The False Claims Act is Alive and Well

by David Cosgrove

The power of the False Claims Act (FCA) has been on full display, as of late. With some violation damages into the hundreds of millions, it’s no surprise the federal government recovered nearly $6 billion during fiscal year 2014 under its auspices. (“Justice Department Recovers Nearly $6 Billion from False Claims Act Cases in Fiscal Year 2014,” 11.20.14) So what is this Civil War relic?

According to the Department of Justice, “the False Claims Act is the government’s primary civil remedy to redress false claims for government funds and property under government contracts.” (“Justice Department Recovers…”) It allows the federal government to seek redress in the civil court arena against those it believes has defrauded it through deceptive agreements.

Enacted by Congress in 1863 to address suspected dishonest behavior perpetrated by suppliers of the Union Army, the FCA in its current form generally applies civil liability to, “any person who knowingly submits a false claim to the government or causes another to submit a false claim to the government or knowingly makes a false record or statement to get a false claim paid by the government.” §§ 3729(a)(1)(A) and (B). Additional offense also includes improper behavior for avoiding payment due to the government. §3729(a)(1)(G). (“The False Claims Act: A Primer,” Department of Justice, 4.22.11)

So what meets the requirements of “knowingly”? According to the FCA, to qualify, a person’s understanding must fall under at least one of three definitions: “(1) actual knowledge, (2) deliberate ignorance of the truth or falsity of the information, or (3) reckless disregard of the truth or falsity of the information.” § 3729(b)(1) (“The False Claims Act…”)

One such qualifying situation concluded late last month when Warner Chilcott agreed to plead guilty and pay $125 million to resolve criminal and FCA allegations against the subsidiary of his pharmaceutical manufacturer Warner Chilcott PLC, Warner Chilcott U.S. Sales LLC. According to the Department of Justice, “between 2009 and 2013, Warner Chilcott, through its employees acting at the direction of members of the company’s management team, knowingly and willfully paid remuneration to physicians in order to induce those physicians to prescribe Warner Chilcott drugs. Under the law, it is illegal to offer or pay remuneration to physicians to induce them to refer individuals to pharmacies for the dispensing of drugs for which payments are made whole or in part under a federal health care program.” (“Warner Chilcott Agrees to Plead Guilty to Felony Health Care Fraud Scheme and Pay $125 Million to Resolve Criminal Liability and False Claims Act Allegations,” Department of Justice, 10.29.15)

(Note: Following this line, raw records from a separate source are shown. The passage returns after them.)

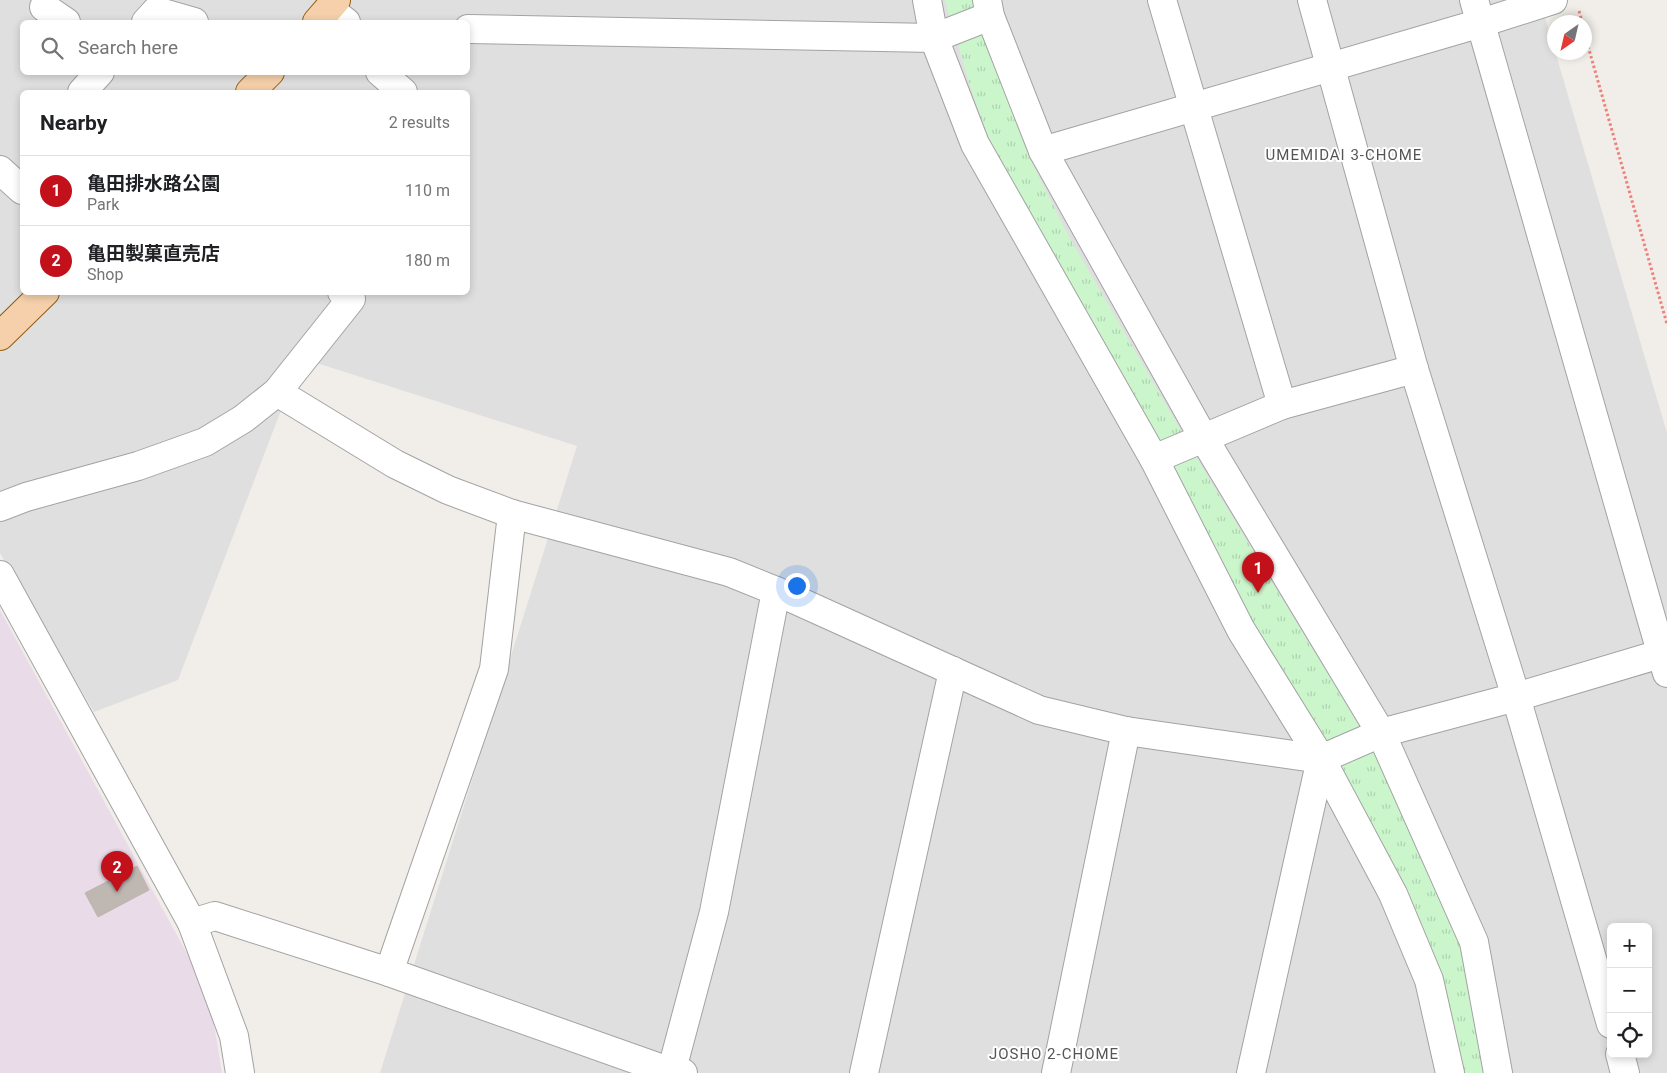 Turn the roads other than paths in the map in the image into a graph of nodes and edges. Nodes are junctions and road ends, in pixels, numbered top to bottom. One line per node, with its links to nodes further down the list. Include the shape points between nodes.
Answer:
1 (927, 0): 12 (street)
2 (1162, 0): 20 (street)
3 (1312, 0): 13 (street)
4 (1553, 0): 7 (street)
5 (44, 7): 8 (street)
6 (989, 8): 12 (street); 21 (street)
7 (1478, 12): 13 (street); 34 (street)
8 (63, 20)
9 (148, 20): 10 (street, via 156,11)
10 (187, 20)
11 (470, 29): 12 (street)
12 (934, 38): 29 (street, via 975,144)
13 (1331, 66): 20 (street); 25 (street)
14 (97, 75): 17 (street)
15 (267, 75): 18 (main road)
16 (383, 75): 19 (street)
17 (84, 90)
18 (252, 90)
19 (401, 90)
20 (1194, 108): 21 (street); 27 (street)
21 (1043, 150): 28 (street)
22 (42, 295): 24 (main road)
23 (354, 295): 26 (street)
24 (0, 336)
25 (1414, 369): 27 (street); 36 (street)
26 (277, 392): 30 (street, via 243,420 206,442); 31 (street, via 396,464 448,490)
27 (1282, 405): 28 (street)
28 (1203, 437): 29 (street); 38 (street)
29 (1154, 459): 39 (street, via 1241,630)
30 (0, 507)
31 (512, 514): 33 (street, via 729,572); 41 (street, via 494,669)
32 (0, 575): 40 (street)
33 (776, 590): 35 (street); 45 (street, via 714,912)
34 (1665, 660): 36 (street)
35 (953, 671): 37 (street, via 1039,710); 46 (street)
36 (1516, 697): 38 (street); 42 (street)
37 (1126, 731): 39 (street); 47 (street)
38 (1381, 733): 39 (street); 50 (street, via 1474,942)
39 (1321, 759): 48 (street); 49 (street, via 1393,894 1429,980)
40 (192, 923): 41 (street, via 216,916); 44 (street, via 234,1036)
41 (389, 972): 45 (street)
42 (1608, 1013)
43 (1621, 1058): 51 (street)
44 (240, 1073)
45 (675, 1073)
46 (864, 1073)
47 (1056, 1073)
48 (1251, 1073)
49 (1450, 1073)
50 (1498, 1073)
51 (1625, 1073)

Another False Claims Act settled in October involved the trust of the late owner and president of One Financial Corporation, Layton P. Stuart. The complaint filed by the United States claimed Stuart and his aforementioned corporation violated the FCA, “by making false statements about the financial condition of One Financial and One Bank (a subsidiary) to induce the Department of the Treasury to invest Troubled Asset Relief Program (TARP) funds…” (“United States Settles False Claims Act Action Against Estate and Trust of Layton P. Stuart for $4 Million,” Department of Justice, 10.19.15). It was also alleged that Stuart knowingly made false statements about the intended use of TARP funds, as he had been committing fraud with the financial institution’s money through the diversion of millions of dollars into personal accounts.

Healthcare and finance were not the only settlements last month. Boeing, the world’s largest aerospace company, agreed to pay $18 million because it, “knowingly charged the United States for time its mechanics spent on extended breaks and lunch hours, and not on maintenance and repair work properly chargeable to the contracts.” The contracts were for the manufacturing of the C-17 Globemaster aircraft, one of the major troop and cargo transport methods utilized by the military throughout the world. (“Boeing Pays $18 Million in False Claims Act Allegations,” Department of Justice, 10.14.15)

With these being only a few of the cases settled in the month of October alone, it is not surprising the U.S. government was able to recover nearly $6 billion in 2014.